WORK TASK: From the entries below, list each line with "Crosstown".

Saved entries

%%

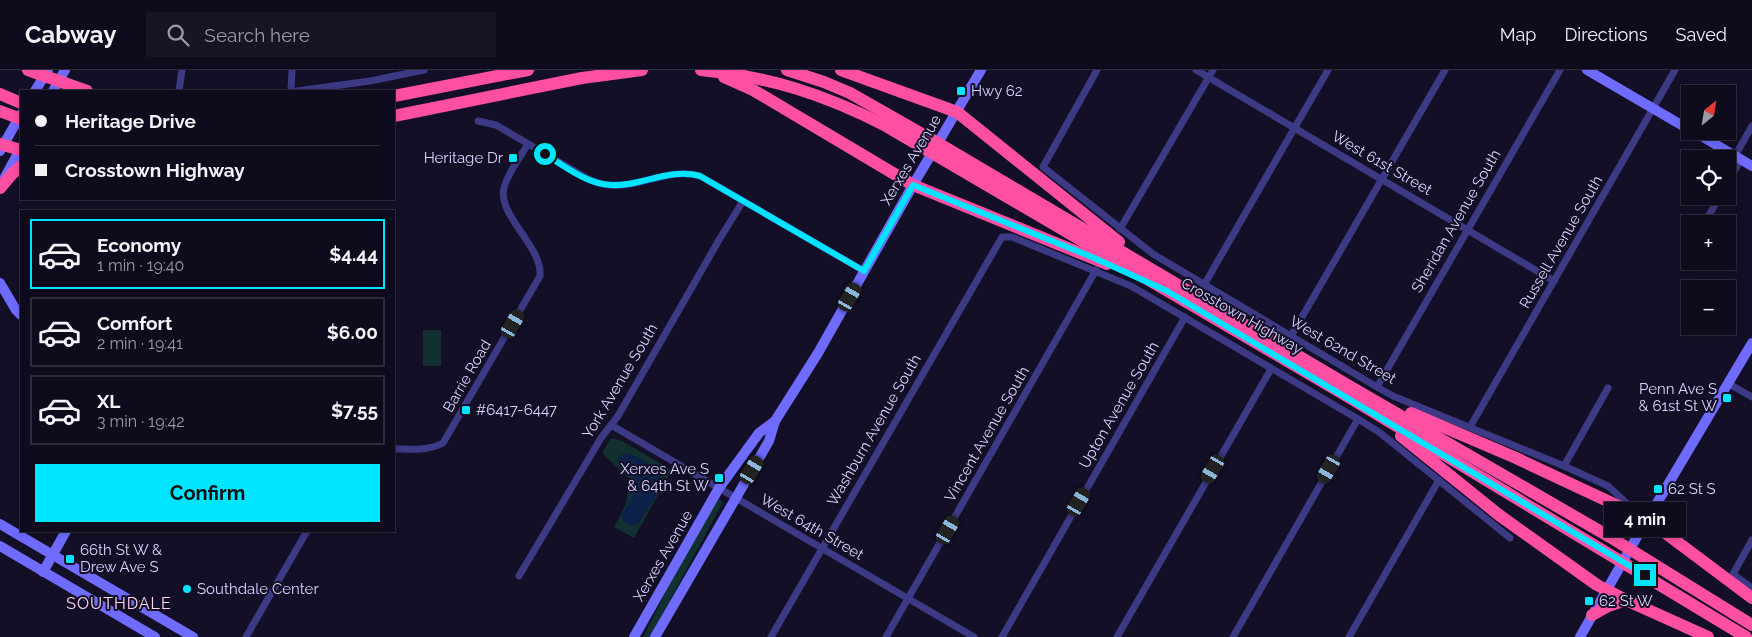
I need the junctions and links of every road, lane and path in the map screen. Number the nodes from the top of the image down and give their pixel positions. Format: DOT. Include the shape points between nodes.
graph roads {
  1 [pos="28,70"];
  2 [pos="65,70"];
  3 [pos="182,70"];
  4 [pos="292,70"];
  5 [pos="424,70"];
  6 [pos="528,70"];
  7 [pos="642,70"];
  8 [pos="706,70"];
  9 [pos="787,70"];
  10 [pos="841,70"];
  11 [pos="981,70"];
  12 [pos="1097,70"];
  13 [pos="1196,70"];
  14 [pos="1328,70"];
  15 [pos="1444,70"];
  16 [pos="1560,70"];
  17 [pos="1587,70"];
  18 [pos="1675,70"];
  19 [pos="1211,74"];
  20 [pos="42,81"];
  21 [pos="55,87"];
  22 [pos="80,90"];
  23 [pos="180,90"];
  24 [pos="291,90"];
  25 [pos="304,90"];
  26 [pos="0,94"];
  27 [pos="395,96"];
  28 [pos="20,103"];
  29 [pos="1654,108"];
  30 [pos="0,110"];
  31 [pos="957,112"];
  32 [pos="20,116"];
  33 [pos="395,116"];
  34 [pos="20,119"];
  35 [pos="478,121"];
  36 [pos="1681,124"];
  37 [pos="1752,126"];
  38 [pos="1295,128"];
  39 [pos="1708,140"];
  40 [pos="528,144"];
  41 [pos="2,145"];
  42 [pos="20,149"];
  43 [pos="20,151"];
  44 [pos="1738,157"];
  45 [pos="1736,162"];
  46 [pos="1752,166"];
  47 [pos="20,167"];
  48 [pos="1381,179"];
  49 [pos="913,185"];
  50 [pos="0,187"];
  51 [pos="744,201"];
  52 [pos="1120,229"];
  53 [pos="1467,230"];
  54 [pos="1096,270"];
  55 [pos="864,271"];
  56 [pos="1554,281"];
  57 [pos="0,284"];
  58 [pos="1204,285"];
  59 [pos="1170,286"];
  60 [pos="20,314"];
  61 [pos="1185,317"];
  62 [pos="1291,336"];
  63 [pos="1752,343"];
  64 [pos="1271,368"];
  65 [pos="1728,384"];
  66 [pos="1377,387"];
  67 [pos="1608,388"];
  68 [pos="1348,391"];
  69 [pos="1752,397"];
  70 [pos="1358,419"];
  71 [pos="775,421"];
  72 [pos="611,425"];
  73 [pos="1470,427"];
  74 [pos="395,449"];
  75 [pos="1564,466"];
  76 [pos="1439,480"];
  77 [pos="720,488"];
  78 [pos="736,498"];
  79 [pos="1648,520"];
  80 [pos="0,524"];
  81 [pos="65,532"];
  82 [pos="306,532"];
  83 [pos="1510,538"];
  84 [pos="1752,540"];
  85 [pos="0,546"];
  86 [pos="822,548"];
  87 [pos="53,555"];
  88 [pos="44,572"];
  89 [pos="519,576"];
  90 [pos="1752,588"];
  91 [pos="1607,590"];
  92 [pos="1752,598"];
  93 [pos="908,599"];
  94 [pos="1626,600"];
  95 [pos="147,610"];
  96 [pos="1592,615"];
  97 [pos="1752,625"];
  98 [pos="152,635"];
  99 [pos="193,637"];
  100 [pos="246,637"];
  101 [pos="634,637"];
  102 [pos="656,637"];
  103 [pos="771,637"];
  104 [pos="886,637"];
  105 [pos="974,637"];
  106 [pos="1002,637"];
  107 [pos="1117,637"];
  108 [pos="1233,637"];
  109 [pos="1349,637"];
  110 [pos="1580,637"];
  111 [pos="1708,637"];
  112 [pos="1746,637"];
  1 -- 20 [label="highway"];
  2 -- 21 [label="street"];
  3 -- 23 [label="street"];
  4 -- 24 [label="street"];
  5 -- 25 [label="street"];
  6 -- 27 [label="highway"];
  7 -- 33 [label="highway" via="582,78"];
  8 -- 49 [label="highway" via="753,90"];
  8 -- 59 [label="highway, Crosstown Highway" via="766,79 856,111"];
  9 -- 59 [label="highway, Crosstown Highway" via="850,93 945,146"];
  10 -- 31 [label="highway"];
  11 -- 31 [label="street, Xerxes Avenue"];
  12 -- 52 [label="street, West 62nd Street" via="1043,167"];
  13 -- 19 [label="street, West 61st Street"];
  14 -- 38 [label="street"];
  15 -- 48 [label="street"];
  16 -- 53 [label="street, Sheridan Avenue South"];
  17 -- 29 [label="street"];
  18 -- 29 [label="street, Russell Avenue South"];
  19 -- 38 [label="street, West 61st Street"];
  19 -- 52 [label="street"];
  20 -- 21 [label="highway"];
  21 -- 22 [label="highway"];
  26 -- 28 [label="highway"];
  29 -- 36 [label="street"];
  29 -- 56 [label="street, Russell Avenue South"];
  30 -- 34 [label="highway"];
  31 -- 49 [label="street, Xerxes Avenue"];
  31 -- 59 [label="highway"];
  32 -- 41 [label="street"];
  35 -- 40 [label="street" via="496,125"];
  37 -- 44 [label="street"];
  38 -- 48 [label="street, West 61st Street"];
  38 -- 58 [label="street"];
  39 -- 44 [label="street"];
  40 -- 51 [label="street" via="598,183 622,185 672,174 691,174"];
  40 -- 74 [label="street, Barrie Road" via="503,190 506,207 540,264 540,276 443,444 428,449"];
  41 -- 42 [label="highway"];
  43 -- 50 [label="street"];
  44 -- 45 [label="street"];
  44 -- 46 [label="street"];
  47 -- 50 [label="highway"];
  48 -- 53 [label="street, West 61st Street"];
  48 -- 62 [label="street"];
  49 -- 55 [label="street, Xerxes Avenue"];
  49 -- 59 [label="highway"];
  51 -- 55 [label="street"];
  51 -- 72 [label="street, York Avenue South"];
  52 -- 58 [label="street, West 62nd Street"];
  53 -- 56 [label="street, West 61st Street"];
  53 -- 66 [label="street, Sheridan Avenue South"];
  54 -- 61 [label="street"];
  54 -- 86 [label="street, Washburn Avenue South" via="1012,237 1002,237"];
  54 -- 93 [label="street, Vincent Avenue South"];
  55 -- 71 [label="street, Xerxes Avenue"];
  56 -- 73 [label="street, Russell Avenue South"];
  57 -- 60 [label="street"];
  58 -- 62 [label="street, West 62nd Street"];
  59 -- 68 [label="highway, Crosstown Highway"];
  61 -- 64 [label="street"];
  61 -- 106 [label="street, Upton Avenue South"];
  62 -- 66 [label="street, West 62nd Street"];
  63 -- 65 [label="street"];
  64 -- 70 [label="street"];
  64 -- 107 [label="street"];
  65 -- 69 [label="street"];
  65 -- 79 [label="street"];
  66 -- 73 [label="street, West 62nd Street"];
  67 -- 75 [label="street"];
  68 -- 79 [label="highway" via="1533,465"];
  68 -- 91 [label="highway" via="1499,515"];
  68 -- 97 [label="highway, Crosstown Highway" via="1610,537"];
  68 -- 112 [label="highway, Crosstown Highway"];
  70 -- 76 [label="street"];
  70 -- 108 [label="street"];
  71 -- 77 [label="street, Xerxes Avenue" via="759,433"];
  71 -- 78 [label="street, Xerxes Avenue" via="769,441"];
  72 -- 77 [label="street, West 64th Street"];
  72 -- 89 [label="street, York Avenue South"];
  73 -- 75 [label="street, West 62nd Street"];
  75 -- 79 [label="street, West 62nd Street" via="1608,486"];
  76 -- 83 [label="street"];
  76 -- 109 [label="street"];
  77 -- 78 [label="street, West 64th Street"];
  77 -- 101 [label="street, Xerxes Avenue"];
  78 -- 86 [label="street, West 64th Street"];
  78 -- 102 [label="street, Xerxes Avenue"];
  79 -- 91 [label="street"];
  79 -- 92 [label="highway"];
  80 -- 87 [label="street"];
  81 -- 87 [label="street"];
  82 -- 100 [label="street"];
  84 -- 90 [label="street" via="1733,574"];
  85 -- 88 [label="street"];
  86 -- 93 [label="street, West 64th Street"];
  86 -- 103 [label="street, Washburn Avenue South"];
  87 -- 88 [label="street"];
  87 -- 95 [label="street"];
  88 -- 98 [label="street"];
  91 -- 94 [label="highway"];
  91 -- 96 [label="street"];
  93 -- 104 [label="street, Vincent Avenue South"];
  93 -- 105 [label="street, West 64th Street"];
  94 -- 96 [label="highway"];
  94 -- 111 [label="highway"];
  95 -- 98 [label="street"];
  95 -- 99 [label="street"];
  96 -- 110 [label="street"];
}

%%

SOLUTION FOR THIS EXERCISE:
  8 -- 59 [label="highway, Crosstown Highway" via="766,79 856,111"];
  9 -- 59 [label="highway, Crosstown Highway" via="850,93 945,146"];
  59 -- 68 [label="highway, Crosstown Highway"];
  68 -- 97 [label="highway, Crosstown Highway" via="1610,537"];
  68 -- 112 [label="highway, Crosstown Highway"];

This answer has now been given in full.